# [WHAT YOU ARE ASKED TO DO]
Write out every record below exactly as it appears.

(Saved entries)
==========
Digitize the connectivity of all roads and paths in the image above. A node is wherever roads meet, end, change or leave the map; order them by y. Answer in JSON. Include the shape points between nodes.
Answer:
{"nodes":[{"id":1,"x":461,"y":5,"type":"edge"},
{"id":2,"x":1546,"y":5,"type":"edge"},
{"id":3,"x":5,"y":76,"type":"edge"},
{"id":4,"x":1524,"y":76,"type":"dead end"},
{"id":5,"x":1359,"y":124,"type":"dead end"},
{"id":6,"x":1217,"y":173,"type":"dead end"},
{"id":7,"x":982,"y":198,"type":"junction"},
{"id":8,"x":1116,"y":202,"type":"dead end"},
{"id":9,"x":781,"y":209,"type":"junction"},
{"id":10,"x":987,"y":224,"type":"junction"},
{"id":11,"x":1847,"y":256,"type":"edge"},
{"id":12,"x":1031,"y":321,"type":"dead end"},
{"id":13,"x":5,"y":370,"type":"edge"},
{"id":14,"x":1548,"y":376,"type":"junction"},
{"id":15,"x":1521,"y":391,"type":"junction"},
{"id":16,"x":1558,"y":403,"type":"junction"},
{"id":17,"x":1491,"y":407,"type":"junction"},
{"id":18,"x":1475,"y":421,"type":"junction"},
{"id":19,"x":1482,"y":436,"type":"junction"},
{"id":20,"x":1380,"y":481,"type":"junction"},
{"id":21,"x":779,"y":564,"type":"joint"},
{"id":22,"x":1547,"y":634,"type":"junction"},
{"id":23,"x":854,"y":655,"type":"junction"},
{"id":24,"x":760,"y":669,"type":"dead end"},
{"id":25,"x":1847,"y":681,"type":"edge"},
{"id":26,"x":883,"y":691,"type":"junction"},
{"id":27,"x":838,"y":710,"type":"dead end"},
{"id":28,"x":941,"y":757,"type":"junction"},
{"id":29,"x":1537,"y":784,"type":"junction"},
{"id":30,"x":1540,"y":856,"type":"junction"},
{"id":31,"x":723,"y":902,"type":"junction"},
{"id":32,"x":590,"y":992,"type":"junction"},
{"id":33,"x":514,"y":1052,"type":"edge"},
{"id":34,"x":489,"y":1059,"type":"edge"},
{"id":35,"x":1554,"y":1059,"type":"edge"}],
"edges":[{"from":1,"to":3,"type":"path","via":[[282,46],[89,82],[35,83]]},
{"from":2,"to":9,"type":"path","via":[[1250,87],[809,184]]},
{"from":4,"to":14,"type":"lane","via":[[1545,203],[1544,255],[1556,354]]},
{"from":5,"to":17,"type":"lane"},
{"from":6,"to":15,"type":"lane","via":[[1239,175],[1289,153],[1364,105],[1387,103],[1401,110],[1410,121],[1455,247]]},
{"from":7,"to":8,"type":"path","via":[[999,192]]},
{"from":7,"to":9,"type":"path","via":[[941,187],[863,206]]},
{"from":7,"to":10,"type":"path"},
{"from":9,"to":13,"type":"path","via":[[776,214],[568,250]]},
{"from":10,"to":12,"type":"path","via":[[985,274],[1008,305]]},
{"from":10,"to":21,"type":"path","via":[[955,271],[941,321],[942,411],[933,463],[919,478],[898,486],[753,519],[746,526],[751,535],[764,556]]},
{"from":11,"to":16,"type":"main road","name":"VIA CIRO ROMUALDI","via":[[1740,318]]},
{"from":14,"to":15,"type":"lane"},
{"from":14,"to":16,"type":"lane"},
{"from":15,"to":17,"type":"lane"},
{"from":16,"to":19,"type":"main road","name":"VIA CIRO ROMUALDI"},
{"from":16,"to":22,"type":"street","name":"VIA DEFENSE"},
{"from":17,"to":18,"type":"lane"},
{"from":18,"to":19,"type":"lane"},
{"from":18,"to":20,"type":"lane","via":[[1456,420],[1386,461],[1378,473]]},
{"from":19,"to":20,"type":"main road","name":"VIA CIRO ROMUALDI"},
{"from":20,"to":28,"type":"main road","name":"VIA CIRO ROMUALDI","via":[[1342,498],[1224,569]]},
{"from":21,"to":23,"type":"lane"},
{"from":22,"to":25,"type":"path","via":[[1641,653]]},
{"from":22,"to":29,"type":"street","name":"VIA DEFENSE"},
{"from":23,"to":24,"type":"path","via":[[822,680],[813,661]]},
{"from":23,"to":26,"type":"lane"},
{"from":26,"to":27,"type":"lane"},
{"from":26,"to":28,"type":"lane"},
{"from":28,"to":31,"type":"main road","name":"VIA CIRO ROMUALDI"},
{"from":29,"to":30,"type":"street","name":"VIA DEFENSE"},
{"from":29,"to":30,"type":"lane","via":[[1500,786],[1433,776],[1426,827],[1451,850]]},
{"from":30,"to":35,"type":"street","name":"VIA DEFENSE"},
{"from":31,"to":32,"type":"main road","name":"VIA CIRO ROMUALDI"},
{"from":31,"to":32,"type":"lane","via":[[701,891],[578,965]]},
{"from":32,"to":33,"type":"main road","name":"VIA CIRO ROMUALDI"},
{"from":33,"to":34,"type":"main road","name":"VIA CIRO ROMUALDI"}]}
==========
# [SOLUTION TO THIS EXERCISE]
Digitize the connectivity of all roads and paths in the image above. A node is wherever roads meet, end, change or leave the map; order them by y. Answer in JSON. Include the shape points between nodes.
Answer:
{"nodes":[{"id":1,"x":461,"y":5,"type":"edge"},
{"id":2,"x":1546,"y":5,"type":"edge"},
{"id":3,"x":5,"y":76,"type":"edge"},
{"id":4,"x":1524,"y":76,"type":"dead end"},
{"id":5,"x":1359,"y":124,"type":"dead end"},
{"id":6,"x":1217,"y":173,"type":"dead end"},
{"id":7,"x":982,"y":198,"type":"junction"},
{"id":8,"x":1116,"y":202,"type":"dead end"},
{"id":9,"x":781,"y":209,"type":"junction"},
{"id":10,"x":987,"y":224,"type":"junction"},
{"id":11,"x":1847,"y":256,"type":"edge"},
{"id":12,"x":1031,"y":321,"type":"dead end"},
{"id":13,"x":5,"y":370,"type":"edge"},
{"id":14,"x":1548,"y":376,"type":"junction"},
{"id":15,"x":1521,"y":391,"type":"junction"},
{"id":16,"x":1558,"y":403,"type":"junction"},
{"id":17,"x":1491,"y":407,"type":"junction"},
{"id":18,"x":1475,"y":421,"type":"junction"},
{"id":19,"x":1482,"y":436,"type":"junction"},
{"id":20,"x":1380,"y":481,"type":"junction"},
{"id":21,"x":779,"y":564,"type":"joint"},
{"id":22,"x":1547,"y":634,"type":"junction"},
{"id":23,"x":854,"y":655,"type":"junction"},
{"id":24,"x":760,"y":669,"type":"dead end"},
{"id":25,"x":1847,"y":681,"type":"edge"},
{"id":26,"x":883,"y":691,"type":"junction"},
{"id":27,"x":838,"y":710,"type":"dead end"},
{"id":28,"x":941,"y":757,"type":"junction"},
{"id":29,"x":1537,"y":784,"type":"junction"},
{"id":30,"x":1540,"y":856,"type":"junction"},
{"id":31,"x":723,"y":902,"type":"junction"},
{"id":32,"x":590,"y":992,"type":"junction"},
{"id":33,"x":514,"y":1052,"type":"edge"},
{"id":34,"x":489,"y":1059,"type":"edge"},
{"id":35,"x":1554,"y":1059,"type":"edge"}],
"edges":[{"from":1,"to":3,"type":"path","via":[[282,46],[89,82],[35,83]]},
{"from":2,"to":9,"type":"path","via":[[1250,87],[809,184]]},
{"from":4,"to":14,"type":"lane","via":[[1545,203],[1544,255],[1556,354]]},
{"from":5,"to":17,"type":"lane"},
{"from":6,"to":15,"type":"lane","via":[[1239,175],[1289,153],[1364,105],[1387,103],[1401,110],[1410,121],[1455,247]]},
{"from":7,"to":8,"type":"path","via":[[999,192]]},
{"from":7,"to":9,"type":"path","via":[[941,187],[863,206]]},
{"from":7,"to":10,"type":"path"},
{"from":9,"to":13,"type":"path","via":[[776,214],[568,250]]},
{"from":10,"to":12,"type":"path","via":[[985,274],[1008,305]]},
{"from":10,"to":21,"type":"path","via":[[955,271],[941,321],[942,411],[933,463],[919,478],[898,486],[753,519],[746,526],[751,535],[764,556]]},
{"from":11,"to":16,"type":"main road","name":"VIA CIRO ROMUALDI","via":[[1740,318]]},
{"from":14,"to":15,"type":"lane"},
{"from":14,"to":16,"type":"lane"},
{"from":15,"to":17,"type":"lane"},
{"from":16,"to":19,"type":"main road","name":"VIA CIRO ROMUALDI"},
{"from":16,"to":22,"type":"street","name":"VIA DEFENSE"},
{"from":17,"to":18,"type":"lane"},
{"from":18,"to":19,"type":"lane"},
{"from":18,"to":20,"type":"lane","via":[[1456,420],[1386,461],[1378,473]]},
{"from":19,"to":20,"type":"main road","name":"VIA CIRO ROMUALDI"},
{"from":20,"to":28,"type":"main road","name":"VIA CIRO ROMUALDI","via":[[1342,498],[1224,569]]},
{"from":21,"to":23,"type":"lane"},
{"from":22,"to":25,"type":"path","via":[[1641,653]]},
{"from":22,"to":29,"type":"street","name":"VIA DEFENSE"},
{"from":23,"to":24,"type":"path","via":[[822,680],[813,661]]},
{"from":23,"to":26,"type":"lane"},
{"from":26,"to":27,"type":"lane"},
{"from":26,"to":28,"type":"lane"},
{"from":28,"to":31,"type":"main road","name":"VIA CIRO ROMUALDI"},
{"from":29,"to":30,"type":"street","name":"VIA DEFENSE"},
{"from":29,"to":30,"type":"lane","via":[[1500,786],[1433,776],[1426,827],[1451,850]]},
{"from":30,"to":35,"type":"street","name":"VIA DEFENSE"},
{"from":31,"to":32,"type":"main road","name":"VIA CIRO ROMUALDI"},
{"from":31,"to":32,"type":"lane","via":[[701,891],[578,965]]},
{"from":32,"to":33,"type":"main road","name":"VIA CIRO ROMUALDI"},
{"from":33,"to":34,"type":"main road","name":"VIA CIRO ROMUALDI"}]}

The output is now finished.